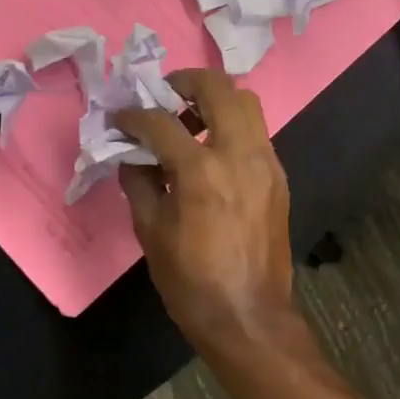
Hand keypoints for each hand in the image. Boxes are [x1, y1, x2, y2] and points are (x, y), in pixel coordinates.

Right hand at [114, 70, 301, 356]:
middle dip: (186, 82)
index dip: (134, 115)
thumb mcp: (150, 232)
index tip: (121, 118)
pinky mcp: (279, 177)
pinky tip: (212, 153)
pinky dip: (232, 128)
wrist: (248, 316)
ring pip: (247, 103)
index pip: (161, 122)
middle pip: (219, 87)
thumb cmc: (191, 281)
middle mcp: (240, 154)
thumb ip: (139, 181)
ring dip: (215, 101)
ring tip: (190, 122)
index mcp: (201, 171)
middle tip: (164, 96)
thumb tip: (132, 154)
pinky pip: (256, 133)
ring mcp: (266, 163)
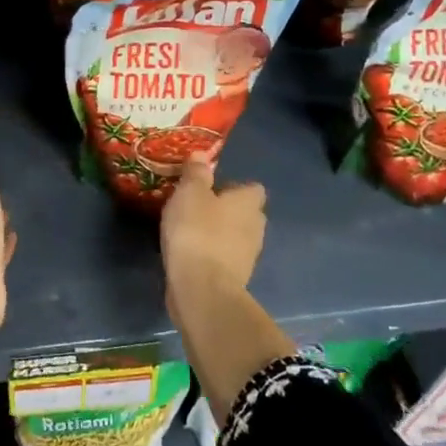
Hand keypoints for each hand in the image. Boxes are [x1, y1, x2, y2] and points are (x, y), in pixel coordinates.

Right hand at [161, 156, 266, 311]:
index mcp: (249, 203)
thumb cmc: (197, 232)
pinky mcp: (235, 278)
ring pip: (235, 236)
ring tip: (189, 230)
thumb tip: (202, 155)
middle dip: (225, 210)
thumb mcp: (190, 193)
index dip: (233, 186)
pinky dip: (211, 254)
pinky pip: (224, 258)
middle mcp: (255, 226)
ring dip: (218, 233)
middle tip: (196, 207)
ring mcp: (248, 255)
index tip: (210, 188)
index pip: (252, 188)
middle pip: (245, 212)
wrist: (202, 289)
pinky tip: (190, 253)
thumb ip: (196, 173)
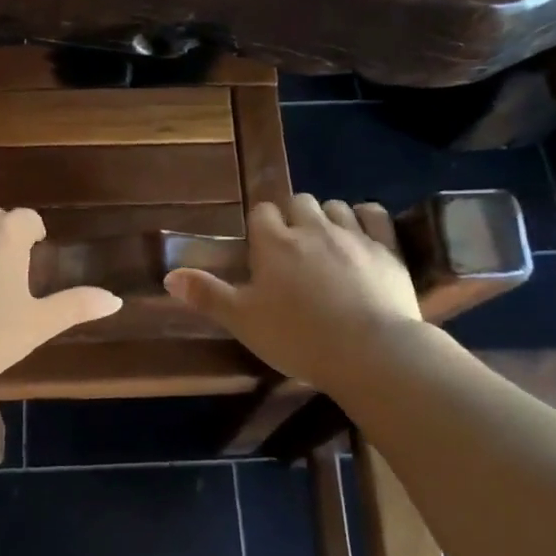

━━━━━━━━━━━━━━━━

What the task asks :: Output exactly the lines of the material above from the one containing "index dip: (134, 115)" up to and including the one containing "middle mcp: (240, 154)".

Exercise response ::
index dip: (134, 115)
thumb mcp: (150, 232)
index tip: (121, 118)
pinky mcp: (279, 177)
pinky tip: (212, 153)
pinky dip: (232, 128)
wrist: (248, 316)
ring pip: (247, 103)
index pip: (161, 122)
middle pip: (219, 87)
thumb cmc: (191, 281)
middle mcp: (240, 154)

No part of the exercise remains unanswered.